Work to be completed – Below are some records. Return exactly their lines from the one containing "thumb cmc: (300, 340)" through the one containing "pinky tip: (164, 163)", and drop the pictures.

▶

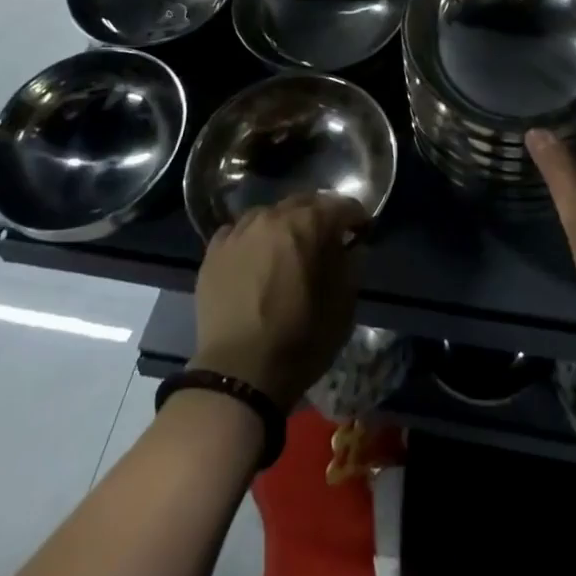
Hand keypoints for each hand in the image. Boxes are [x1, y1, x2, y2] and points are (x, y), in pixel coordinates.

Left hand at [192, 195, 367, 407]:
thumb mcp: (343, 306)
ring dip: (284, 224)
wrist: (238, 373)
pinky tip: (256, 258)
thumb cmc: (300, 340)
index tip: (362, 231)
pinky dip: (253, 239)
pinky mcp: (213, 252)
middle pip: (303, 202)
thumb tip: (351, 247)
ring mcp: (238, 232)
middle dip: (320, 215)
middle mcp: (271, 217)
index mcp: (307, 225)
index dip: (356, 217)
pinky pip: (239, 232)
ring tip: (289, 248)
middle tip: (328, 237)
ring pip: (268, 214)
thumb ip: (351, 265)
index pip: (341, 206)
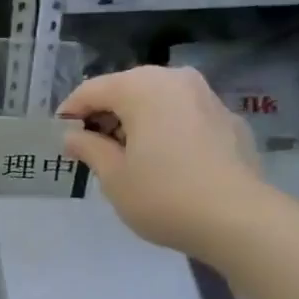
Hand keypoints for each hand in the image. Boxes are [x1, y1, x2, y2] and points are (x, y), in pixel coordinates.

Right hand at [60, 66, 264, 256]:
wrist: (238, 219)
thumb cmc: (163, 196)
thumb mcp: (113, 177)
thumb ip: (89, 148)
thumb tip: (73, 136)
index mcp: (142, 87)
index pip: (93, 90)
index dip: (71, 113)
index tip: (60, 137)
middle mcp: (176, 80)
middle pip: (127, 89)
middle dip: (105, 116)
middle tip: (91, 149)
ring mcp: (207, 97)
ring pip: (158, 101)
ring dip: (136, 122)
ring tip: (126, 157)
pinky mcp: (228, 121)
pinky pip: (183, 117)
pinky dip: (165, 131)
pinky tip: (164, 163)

◀
▶

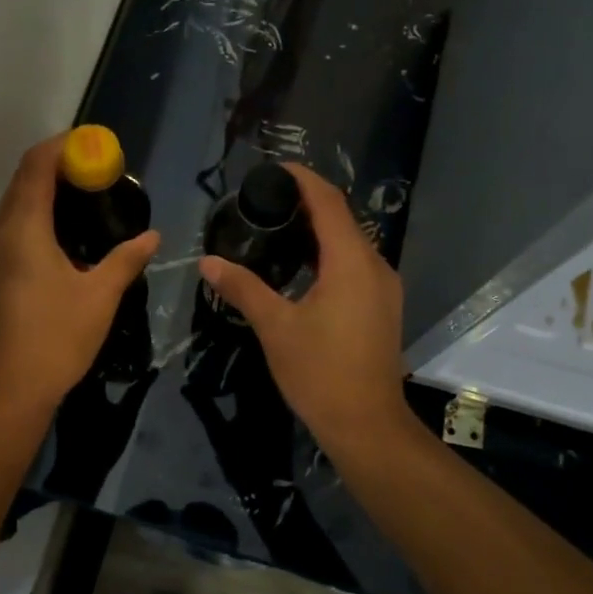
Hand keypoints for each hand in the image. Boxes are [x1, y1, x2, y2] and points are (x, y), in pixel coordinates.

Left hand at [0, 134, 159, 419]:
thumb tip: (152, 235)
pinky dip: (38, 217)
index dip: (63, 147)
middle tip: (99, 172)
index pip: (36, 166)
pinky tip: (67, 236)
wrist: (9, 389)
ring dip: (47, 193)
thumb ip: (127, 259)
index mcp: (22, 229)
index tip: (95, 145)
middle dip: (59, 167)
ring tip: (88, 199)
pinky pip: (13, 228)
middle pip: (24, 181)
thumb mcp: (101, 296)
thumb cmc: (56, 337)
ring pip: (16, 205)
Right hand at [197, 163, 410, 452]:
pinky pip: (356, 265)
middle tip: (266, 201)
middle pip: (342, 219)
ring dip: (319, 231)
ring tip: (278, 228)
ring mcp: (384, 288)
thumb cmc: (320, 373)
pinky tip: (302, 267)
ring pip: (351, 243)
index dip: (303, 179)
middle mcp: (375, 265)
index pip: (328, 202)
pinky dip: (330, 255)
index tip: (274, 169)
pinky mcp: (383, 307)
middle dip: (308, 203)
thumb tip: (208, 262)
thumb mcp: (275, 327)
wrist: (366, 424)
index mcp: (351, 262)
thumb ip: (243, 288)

◀

Worked solution –
thumb cmc: (300, 340)
index tip: (362, 231)
pinky dip: (253, 239)
pinky mcp: (213, 252)
middle pip: (303, 202)
thumb tip: (351, 247)
ring mcp: (238, 232)
middle dip: (320, 215)
middle mcp: (271, 217)
index mcp: (307, 225)
index dip: (356, 217)
pinky pip: (239, 232)
ring tip: (289, 248)
middle tip: (328, 237)
ring pip: (268, 214)
thumb ip: (351, 265)
index pip: (341, 206)
Hand keypoints for each hand in the image. Boxes are [x1, y1, x2, y2] and points are (x, y), in pixel coordinates.

Right hand at [60, 66, 264, 256]:
wrist: (238, 219)
thumb cmc: (163, 196)
thumb mcp: (113, 177)
thumb ip: (89, 148)
thumb tip: (73, 136)
index mcp: (142, 87)
index pip: (93, 90)
index dip: (71, 113)
index tip: (60, 137)
middle mcp: (176, 80)
middle pip: (127, 89)
middle dip: (105, 116)
middle tip: (91, 149)
ring mcp: (207, 97)
ring pip: (158, 101)
ring dip: (136, 122)
ring tip: (126, 157)
pinky mcp: (228, 121)
pinky pip: (183, 117)
pinky dip: (165, 131)
pinky tip: (164, 163)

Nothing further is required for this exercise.